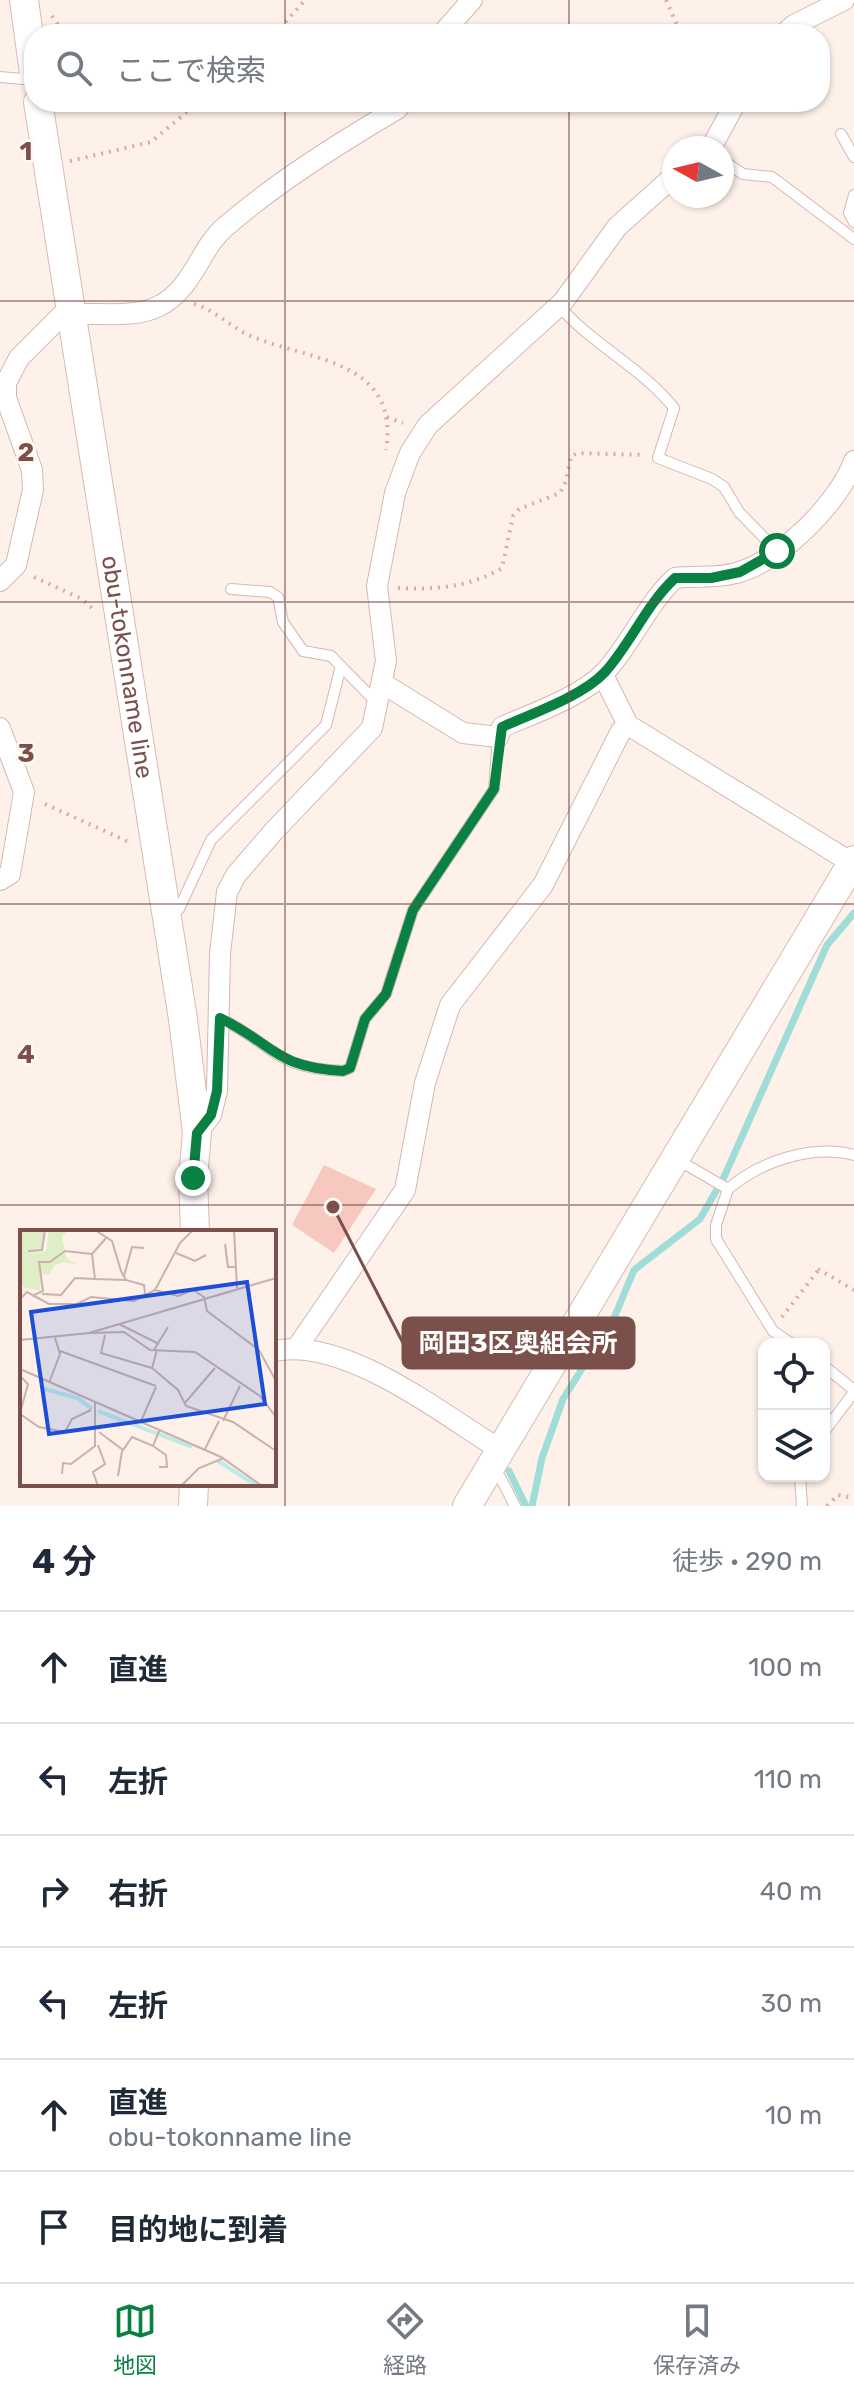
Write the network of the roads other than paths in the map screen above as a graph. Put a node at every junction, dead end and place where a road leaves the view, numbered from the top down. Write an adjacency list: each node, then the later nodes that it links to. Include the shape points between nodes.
1 (24, 0): 4 (main road)
2 (472, 0): 5 (street)
3 (844, 0): 6 (street)
4 (27, 24)
5 (451, 24)
6 (796, 24)
7 (0, 77): 8 (lane)
8 (24, 79)
9 (40, 112): 21 (main road, obu-tokonname line)
10 (392, 112): 21 (street, via 338,144 221,229 188,280 162,305 147,312)
11 (731, 112): 13 (street)
12 (841, 134): 14 (lane)
13 (718, 136)
14 (854, 157)
15 (734, 168): 19 (lane, via 772,177)
16 (662, 187): 20 (street, via 617,227)
17 (854, 195): 18 (lane, via 849,213)
18 (854, 222)
19 (854, 239)
20 (559, 306): 23 (lane, via 580,331 660,391 674,408 658,458 724,487 739,512); 28 (street, via 428,425 410,453 395,493 377,586 386,661)
21 (72, 313): 24 (street, via 62,315 19,358 6,383 33,490); 34 (main road, obu-tokonname line)
22 (854, 461): 23 (street, via 848,477 815,518)
23 (777, 551): 27 (street, via 740,572 675,578)
24 (7, 574)
25 (231, 589): 26 (lane, via 278,597 283,622 303,651 331,656)
26 (341, 666): 28 (lane, via 371,700); 34 (lane, via 326,725 211,840 179,909)
27 (603, 675): 29 (street); 31 (street, via 502,727)
28 (381, 693): 31 (street, via 463,733); 35 (street, via 372,728 274,831 227,892)
29 (628, 725): 32 (street); 42 (street, via 543,885 450,1005 425,1083 405,1190)
30 (0, 728): 33 (street, via 24,792 10,874)
31 (498, 737): 35 (lane, via 494,789 413,910 386,994 365,1019 350,1068 296,1066)
32 (853, 861): 38 (main road)
33 (0, 880)
34 (167, 915): 36 (main road, obu-tokonname line)
35 (220, 1018): 36 (street, via 217,1091 211,1115)
36 (197, 1133): 40 (main road, obu-tokonname line)
37 (854, 1155): 39 (lane, via 815,1150 740,1179)
38 (674, 1158): 39 (lane); 47 (main road)
39 (728, 1189): 41 (lane, via 716,1239 773,1331)
40 (195, 1230)
41 (783, 1338)
42 (296, 1349): 43 (street); 47 (street, via 370,1371)
43 (276, 1351)
44 (830, 1371): 45 (lane)
45 (854, 1391): 46 (lane)
46 (830, 1424)
47 (496, 1460): 51 (main road); 52 (lane)
48 (800, 1482): 53 (lane)
49 (194, 1486): 50 (main road)
50 (193, 1506)
51 (467, 1506)
52 (515, 1506)
53 (802, 1506)

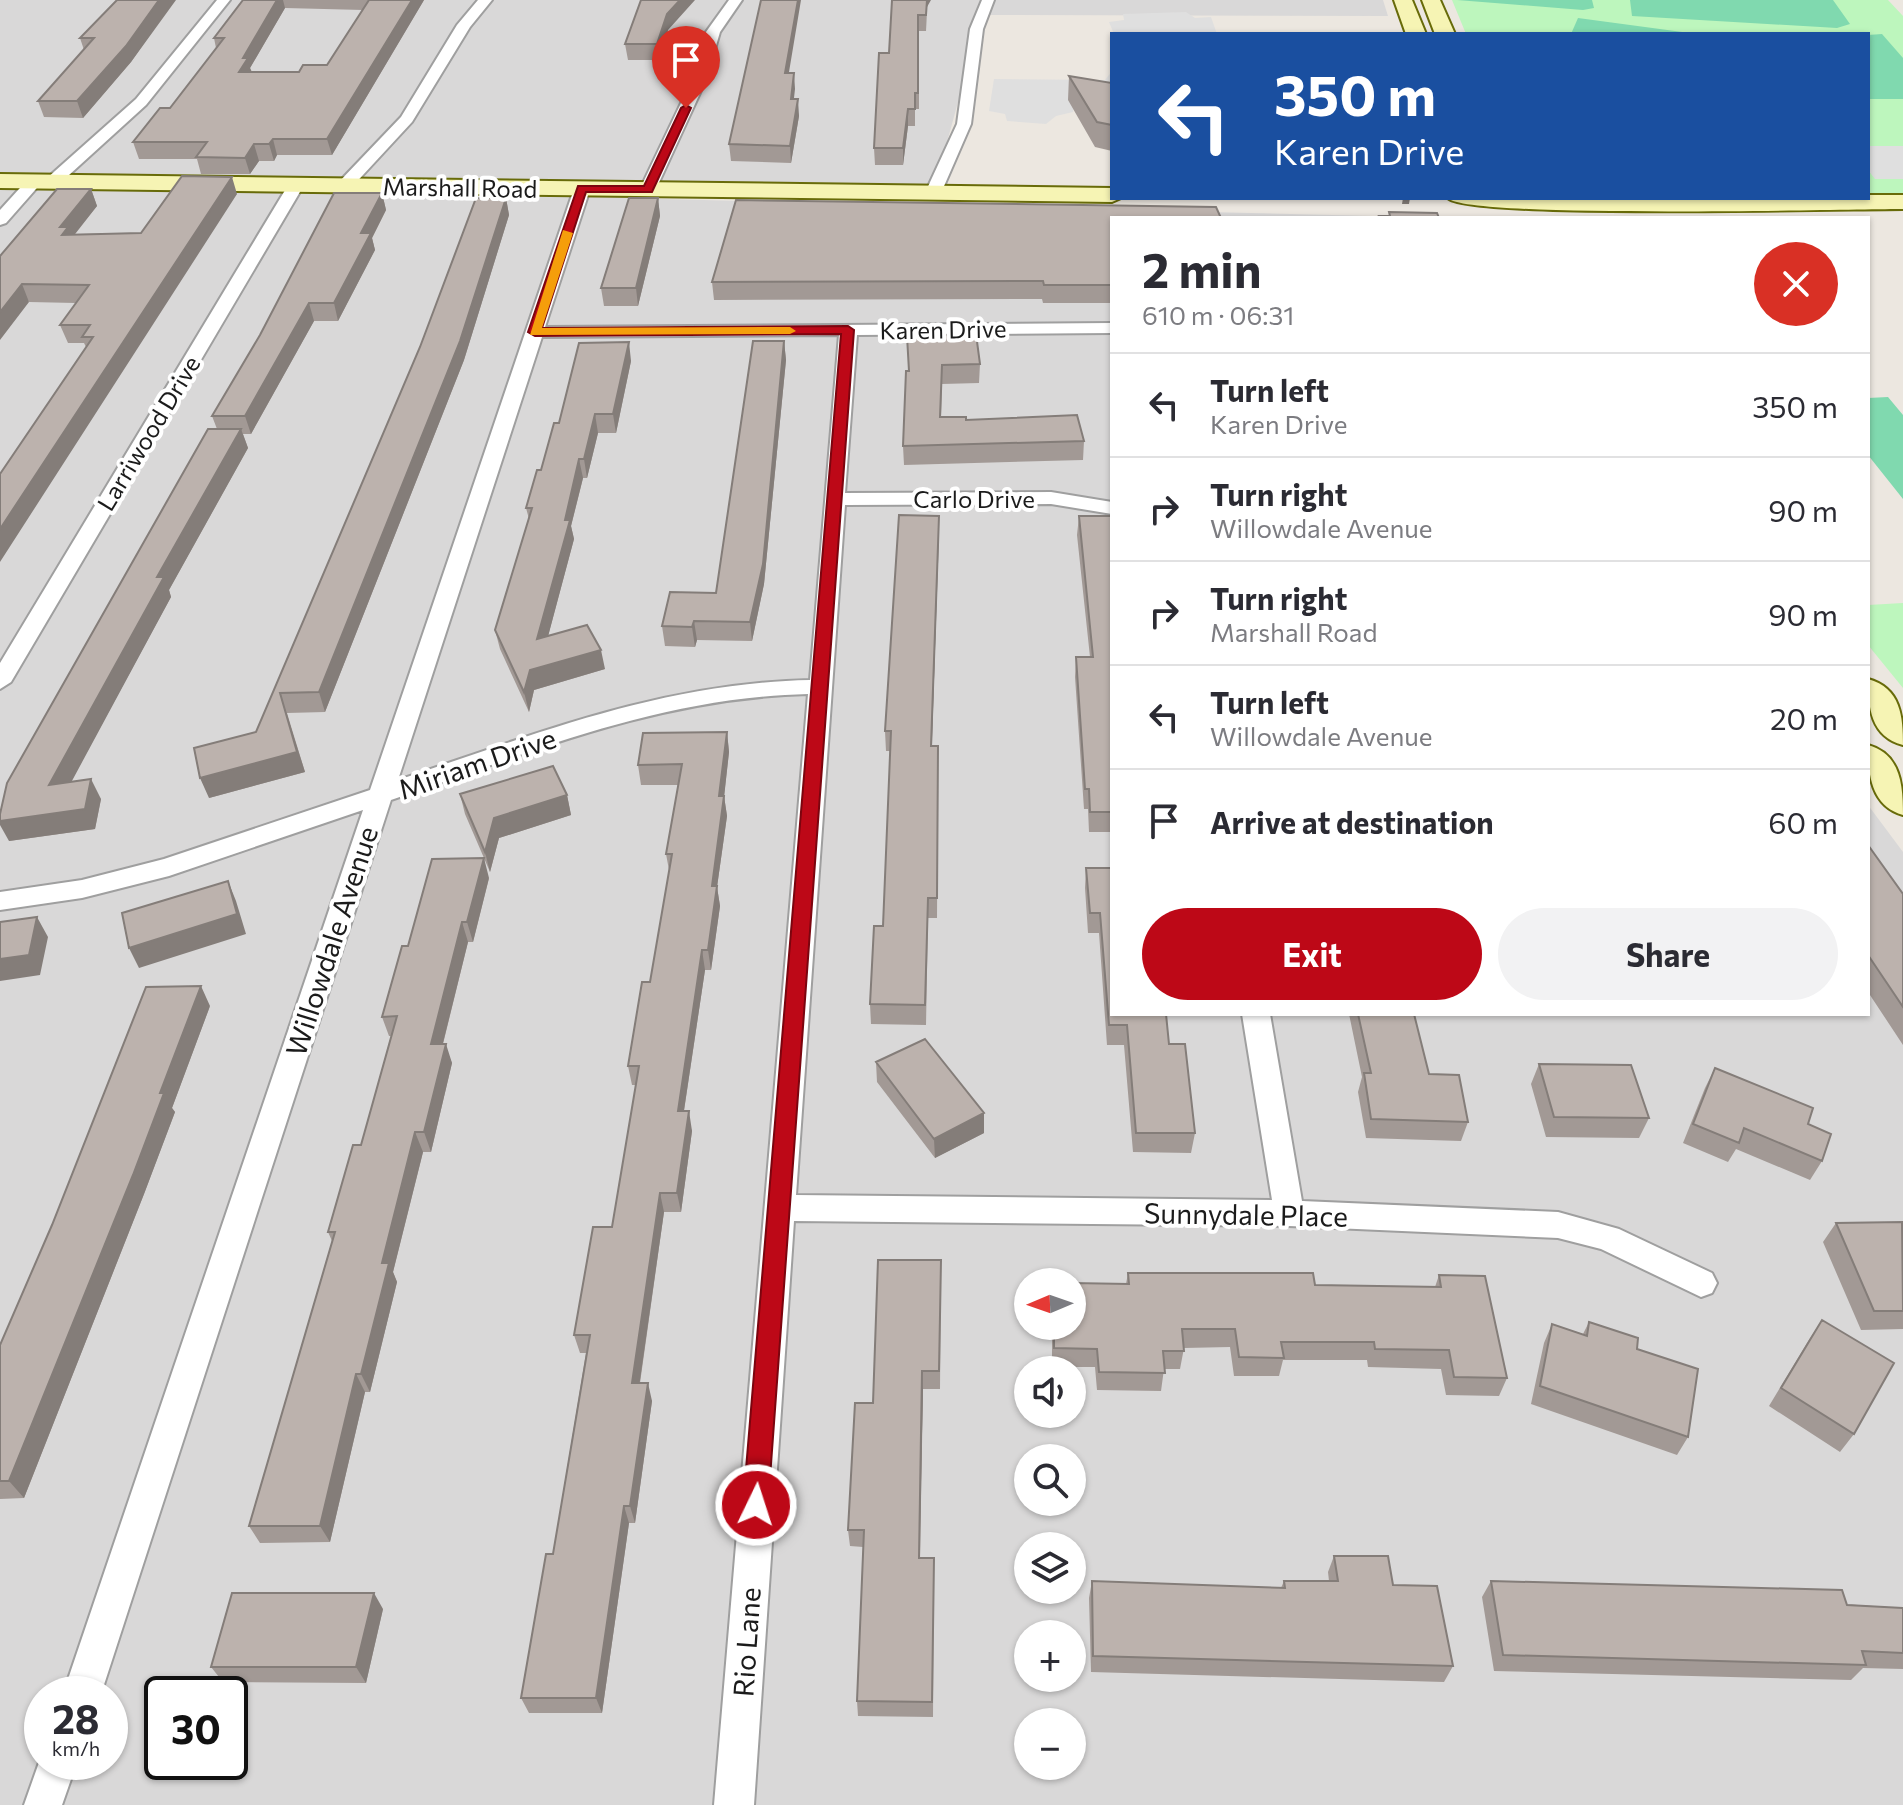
____
[What you are asked to do] Pull every line with "tokonname" from the records.

[Exercise output]
9 (40, 112): 21 (main road, obu-tokonname line)
21 (72, 313): 24 (street, via 62,315 19,358 6,383 33,490); 34 (main road, obu-tokonname line)
34 (167, 915): 36 (main road, obu-tokonname line)
36 (197, 1133): 40 (main road, obu-tokonname line)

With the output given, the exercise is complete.